◆ Problem statement ◆
Each record listed below is to be output exactly as written.

[Records from a data source]
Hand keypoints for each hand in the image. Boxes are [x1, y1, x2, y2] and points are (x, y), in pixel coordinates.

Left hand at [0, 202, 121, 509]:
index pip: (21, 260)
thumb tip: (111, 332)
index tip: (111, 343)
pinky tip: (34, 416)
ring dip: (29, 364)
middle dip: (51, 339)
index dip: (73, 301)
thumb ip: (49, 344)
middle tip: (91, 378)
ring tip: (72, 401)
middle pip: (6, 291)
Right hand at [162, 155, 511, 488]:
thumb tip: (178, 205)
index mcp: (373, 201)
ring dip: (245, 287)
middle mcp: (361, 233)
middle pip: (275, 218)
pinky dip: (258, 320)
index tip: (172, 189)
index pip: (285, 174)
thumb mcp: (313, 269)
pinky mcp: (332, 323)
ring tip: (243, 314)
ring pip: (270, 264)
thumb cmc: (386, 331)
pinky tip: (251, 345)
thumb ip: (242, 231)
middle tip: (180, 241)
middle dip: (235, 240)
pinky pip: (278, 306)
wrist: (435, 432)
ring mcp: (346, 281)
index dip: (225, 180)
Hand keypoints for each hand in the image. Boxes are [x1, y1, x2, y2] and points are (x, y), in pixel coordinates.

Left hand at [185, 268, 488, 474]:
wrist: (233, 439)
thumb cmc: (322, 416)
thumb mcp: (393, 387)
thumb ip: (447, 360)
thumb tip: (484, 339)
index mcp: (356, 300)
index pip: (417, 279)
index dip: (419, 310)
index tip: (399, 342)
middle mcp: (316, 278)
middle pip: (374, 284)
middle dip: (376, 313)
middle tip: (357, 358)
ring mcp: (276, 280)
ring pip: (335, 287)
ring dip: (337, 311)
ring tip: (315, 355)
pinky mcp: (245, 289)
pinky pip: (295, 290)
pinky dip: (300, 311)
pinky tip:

◆ Reply ◆
Hand keypoints for each hand in the image. Boxes are [x1, y1, x2, y2] and points are (x, y), in pixel coordinates.

Left hand at [0, 202, 121, 509]:
index pip: (21, 260)
thumb tip: (111, 332)
index tip: (111, 343)
pinky tip: (34, 416)
ring dip: (29, 364)
middle dip: (51, 339)
index dip: (73, 301)
thumb ip: (49, 344)
middle tip: (91, 378)
ring tip: (72, 401)
middle pip: (6, 291)
Right hand at [162, 155, 511, 488]:
thumb tip: (178, 205)
index mcp: (373, 201)
ring dip: (245, 287)
middle mcp: (361, 233)
middle pip: (275, 218)
pinky dip: (258, 320)
index tip: (172, 189)
index pip: (285, 174)
thumb mcp: (313, 269)
pinky mcp: (332, 323)
ring tip: (243, 314)
ring pip: (270, 264)
thumb cmc: (386, 331)
pinky tip: (251, 345)
thumb ip: (242, 231)
middle tip: (180, 241)
middle dip: (235, 240)
pinky pip: (278, 306)
wrist: (435, 432)
ring mcp: (346, 281)
index dip: (225, 180)
Hand keypoints for each hand in the image. Boxes are [x1, y1, x2, y2] and points are (x, y), in pixel coordinates.

Left hand at [185, 268, 488, 474]:
wrist: (233, 439)
thumb cmc: (322, 416)
thumb mcp: (393, 387)
thumb ip: (447, 360)
thumb tip: (484, 339)
index mcp: (356, 300)
index pip: (417, 279)
index dip: (419, 310)
index tip: (399, 342)
middle mcp: (316, 278)
middle pip: (374, 284)
middle dip: (376, 313)
middle tip: (357, 358)
ring mcp: (276, 280)
ring pip: (335, 287)
ring dip: (337, 311)
ring tip: (315, 355)
pinky mcp: (245, 289)
pinky pip: (295, 290)
pinky dip: (300, 311)
pinky tip:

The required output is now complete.